_WHAT YOU HAVE TO DO_
Retype the data below in full, keeping every character as it is.

_RECORDS TO PROCESS_
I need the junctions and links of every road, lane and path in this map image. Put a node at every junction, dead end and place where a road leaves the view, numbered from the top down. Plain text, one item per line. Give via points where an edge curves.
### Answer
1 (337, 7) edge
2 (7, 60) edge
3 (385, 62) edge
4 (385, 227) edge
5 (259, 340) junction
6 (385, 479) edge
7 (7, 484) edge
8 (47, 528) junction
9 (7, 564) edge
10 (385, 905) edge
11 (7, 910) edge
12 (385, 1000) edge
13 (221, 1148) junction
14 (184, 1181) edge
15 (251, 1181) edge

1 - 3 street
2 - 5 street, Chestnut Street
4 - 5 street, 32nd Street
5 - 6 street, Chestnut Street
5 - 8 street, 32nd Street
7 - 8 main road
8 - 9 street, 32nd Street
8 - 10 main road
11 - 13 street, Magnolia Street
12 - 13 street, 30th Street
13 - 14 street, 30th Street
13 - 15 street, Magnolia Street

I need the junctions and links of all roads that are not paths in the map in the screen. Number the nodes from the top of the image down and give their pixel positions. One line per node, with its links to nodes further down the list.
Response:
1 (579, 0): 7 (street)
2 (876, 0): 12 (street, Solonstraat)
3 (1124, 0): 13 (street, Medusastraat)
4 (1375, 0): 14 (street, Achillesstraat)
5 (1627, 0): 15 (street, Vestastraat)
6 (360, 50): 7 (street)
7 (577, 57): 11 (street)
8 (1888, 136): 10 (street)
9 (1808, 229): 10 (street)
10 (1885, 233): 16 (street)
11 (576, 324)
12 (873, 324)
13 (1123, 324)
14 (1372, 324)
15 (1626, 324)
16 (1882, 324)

_RESPONSE FOR THIS EXERCISE_
I need the junctions and links of every road, lane and path in this map image. Put a node at every junction, dead end and place where a road leaves the view, numbered from the top down. Plain text, one item per line. Give via points where an edge curves.
### Answer
1 (337, 7) edge
2 (7, 60) edge
3 (385, 62) edge
4 (385, 227) edge
5 (259, 340) junction
6 (385, 479) edge
7 (7, 484) edge
8 (47, 528) junction
9 (7, 564) edge
10 (385, 905) edge
11 (7, 910) edge
12 (385, 1000) edge
13 (221, 1148) junction
14 (184, 1181) edge
15 (251, 1181) edge

1 - 3 street
2 - 5 street, Chestnut Street
4 - 5 street, 32nd Street
5 - 6 street, Chestnut Street
5 - 8 street, 32nd Street
7 - 8 main road
8 - 9 street, 32nd Street
8 - 10 main road
11 - 13 street, Magnolia Street
12 - 13 street, 30th Street
13 - 14 street, 30th Street
13 - 15 street, Magnolia Street

I need the junctions and links of all roads that are not paths in the map in the screen. Number the nodes from the top of the image down and give their pixel positions. One line per node, with its links to nodes further down the list.
Response:
1 (579, 0): 7 (street)
2 (876, 0): 12 (street, Solonstraat)
3 (1124, 0): 13 (street, Medusastraat)
4 (1375, 0): 14 (street, Achillesstraat)
5 (1627, 0): 15 (street, Vestastraat)
6 (360, 50): 7 (street)
7 (577, 57): 11 (street)
8 (1888, 136): 10 (street)
9 (1808, 229): 10 (street)
10 (1885, 233): 16 (street)
11 (576, 324)
12 (873, 324)
13 (1123, 324)
14 (1372, 324)
15 (1626, 324)
16 (1882, 324)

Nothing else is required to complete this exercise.